- Theatrical release poster
- Directed by: Craig Rosenberg
- Written by: Craig Rosenberg
- Produced by: Joel B. Michaels; Garth H. Drabinsky; Steve Samuels; Clive Parsons; Andreas Grosch;
- Starring: Demi Moore; Hans Matheson; James Cosmo; Henry Ian Cusick; Kate Isitt; Therese Bradley;
- Cinematography: Ashley Rowe
- Edited by: Bill Murphy
- Music by: Brett Rosenberg
- Production companies: Lakeshore Entertainment; Samuels Media; VIP Medienfonds 3; Rising Star;
- Distributed by: Universal Pictures (United Kingdom, through United International Pictures); First Look Home Entertainment (United States);
- Release dates: January 17, 2006 (United States); June 23, 2006 (United Kingdom);
- Running time: 110 minutes
- Countries: United Kingdom; United States;
- Language: English
- Budget: $2.4 million
- Box office: $4.6 million

= Half Light (film) =

2006 film by Craig Rosenberg

Half Light is a 2006 romantic thriller film written and directed by Craig Rosenberg. It stars Demi Moore as a successful novelist who moves to a small Scottish village to move on with her life after the moving death of her son. Hans Matheson, James Cosmo, Henry Ian Cusick, Kate Isitt and Therese Bradley appear in supporting roles.

==Plot==
Rachel Carlson is a successful American murder mystery author living in London with her five-year-old son, Thomas, and her second husband, Brian, a successful book editor who has been unable to get any of his own works published. His mother being too busy working on her latest novel to play with him, Thomas goes to play outside their canal side home, only to drown, which devastates Rachel and puts a tailspin on her marriage and her ability to finish her latest novel.

Several months later, Rachel still blames herself for the death of her son. She is unable to finish her book and is also a signature away from formally being divorced from her husband. In an effort to finish her novel and to find some peace, Rachel moves away to a remote cottage on the Scottish coast. However, she soon starts to see the ghost of her late son, who at one point drags her into the water and at another point moves a set of magnets on the refrigerator. A local town psychic informs Rachel that the spirit of her son is trying to tell her something, but the rest of the locals warn Rachel that the psychic is just a troubled woman.

Troubled by the possibility that her son has returned from the grave, Rachel shares her troubles with a young and handsome lighthouse keeper, named Angus, and the two spark a romance that suddenly goes awry when she learns that Angus seven years ago killed himself after he murdered his wife and her lover in the lighthouse. Rachel fears that she may be going insane, and her efforts to prove otherwise and to learn more about the murder-suicide, falter when the news articles about the tragedy have gone missing from the local library, and Sharon Winton, her best friend and writer for a British tabloid journal, goes missing after Rachel saw her killed by Angus in the lighthouse.
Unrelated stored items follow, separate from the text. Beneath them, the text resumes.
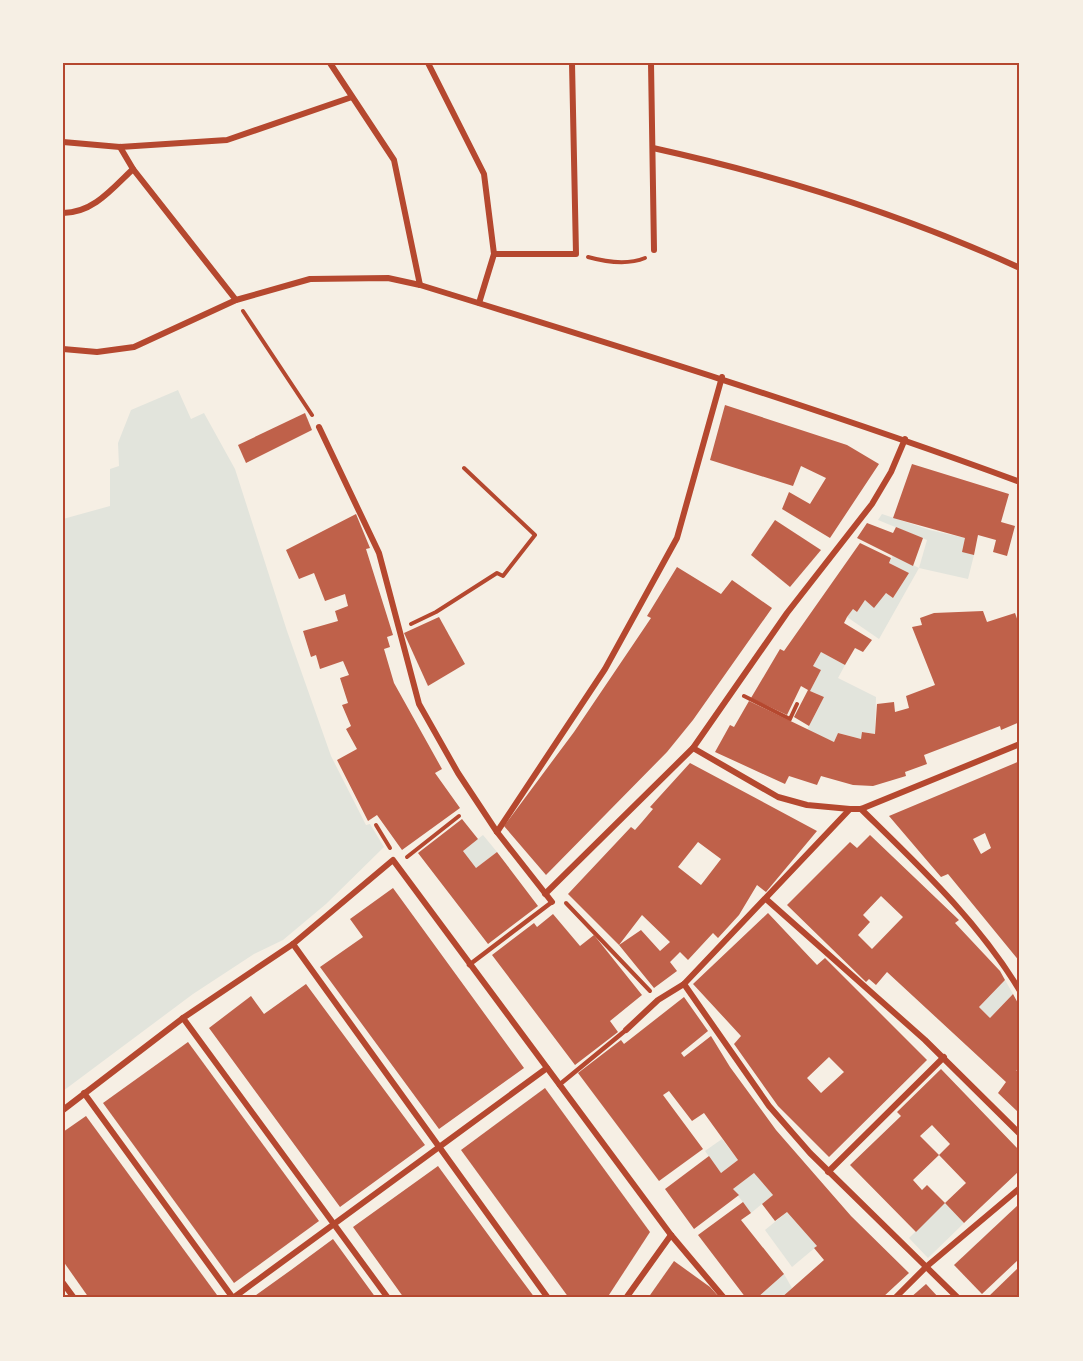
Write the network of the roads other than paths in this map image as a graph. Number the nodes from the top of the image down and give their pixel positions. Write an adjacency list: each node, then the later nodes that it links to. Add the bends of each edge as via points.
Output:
1 (330, 63): 5 (street)
2 (428, 63): 12 (street, via 484,174)
3 (572, 63): 12 (street, via 576,254)
4 (651, 63): 8 (street)
5 (352, 97): 7 (street, via 227,140); 14 (street, via 394,160)
6 (63, 142): 7 (street)
7 (120, 147): 9 (street)
8 (653, 148): 11 (street); 13 (street, via 856,201)
9 (133, 169): 10 (street, via 98,202 78,213); 15 (street)
10 (63, 213)
11 (654, 250)
12 (494, 254): 16 (street)
13 (1020, 268)
14 (420, 285): 15 (street, via 388,278 310,279); 16 (street)
15 (236, 300): 17 (street, via 134,347 98,352)
16 (479, 303): 18 (street)
17 (63, 349)
18 (722, 377): 20 (street); 26 (street, via 677,538 605,669)
19 (319, 427): 26 (street, via 380,553 419,704)
20 (905, 440): 21 (street); 23 (street, via 872,504 787,613)
21 (1020, 482)
22 (1020, 744): 25 (street)
23 (693, 747): 24 (street, via 778,797 807,805); 27 (street)
24 (850, 809): 25 (street); 28 (street)
25 (861, 809): 33 (street, via 963,912)
26 (497, 832): 27 (street)
27 (545, 894): 29 (street)
28 (766, 900): 32 (street); 36 (street)
29 (552, 902): 31 (lane)
30 (293, 945): 31 (street, via 395,862); 34 (street); 42 (street)
31 (469, 965): 37 (street)
32 (684, 984): 35 (street, via 658,1000); 43 (street, via 769,1106)
33 (1020, 991)
34 (183, 1018): 39 (street); 45 (street)
35 (626, 1030): 38 (lane)
36 (944, 1057): 41 (street); 43 (street)
37 (547, 1068): 38 (street); 42 (street)
38 (559, 1085): 46 (street)
39 (84, 1093): 40 (street); 50 (street)
40 (63, 1110)
41 (1020, 1134)
42 (438, 1148): 45 (street); 52 (street)
43 (828, 1173): 47 (street)
44 (1020, 1188): 47 (street)
45 (333, 1225): 50 (street); 51 (street)
46 (671, 1234): 53 (street); 54 (street)
47 (926, 1267): 55 (street); 56 (street)
48 (63, 1283): 49 (street)
49 (75, 1298)
50 (233, 1298)
51 (388, 1298)
52 (548, 1298)
53 (626, 1298)
54 (724, 1298)
55 (895, 1298)
56 (958, 1298)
It eventually comes to light that her soon to be ex-husband has been having an affair with her best friend and that they paid a man, Patrick, to pose as Angus to cause an already-emotionally unstable Rachel to act so crazy in public that when they make her murder look like a suicide, no one will suspect foul play. Just as Rachel is about to leave town since she is convinced that her dead son is trying to warn her that her life is in danger, she is drugged by Sharon and Brian and is dumped into the sea, only to be saved when the keys to the chains suddenly fall into the water and thus allow her to free herself. She makes her way to the lighthouse in an effort to seek some revenge. (It was previously written on a slate, "don't forget, look behind you", and Rachel heard her son repeating those lines in the water.)

However, after a brief fight at the lighthouse, Sharon hits her head and is killed in the kitchen, and Brian is murdered by Patrick, who is possessed by the spirit of Angus, in much the same way that Angus's wife and lover died seven years previously. Patrick then jumps from the tower, as Angus had done. Rachel leaves town with the promise that no one will be allowed to access the lighthouse so that Angus's spirit can finally rest. She returns to her home in London, where her son died, and she has decided to celebrate his life, instead of mourning his death.

==Cast==
- Demi Moore as Rachel Carlson
- Hans Matheson as Angus McCulloch
- Henry Ian Cusick as Brian
- Beans El-Balawi as Thomas Carlson
- Kate Isitt as Sharon Winton
- Nicholas Gleaves as Dr. Robert Freedman
- James Cosmo as Police Sergeant Finlay Murray
- Joanna Hole as Mary Murray
- Therese Bradley as Morag MacPherson
- Michael Wilson as Reverend James McMahon

==Production==
===Filming locations===
- Ynys Llanddwyn, Anglesey, Wales
- Traeth Llanddwyn, Anglesey, Wales
- Malltraeth Bay, Anglesey, UK
- Llanbadrig Church, Cemaes Bay, Anglesey, Wales
- Prichard Jones Institute, Newborough, Anglesey, Wales (Library & Bingo scene)
- Porthdinllaen, Gwynedd, Wales
- Tŷ Coch Inn, Porthdinllaen, Gwynedd, Wales
- Betws y Coed, Conwy, Wales (Scottish Highlands Aerial Shots)
- Millook, Cornwall, England
- Bodmin and Wenford Railway, Cornwall, England
- Primrose Hill, London, UK
- Ealing Studios, Ealing, London, UK (Studio)

==Release==
In 2006, the film was released by Universal/UIP in Hungary, the US, Germany, the UK, Italy and Australia.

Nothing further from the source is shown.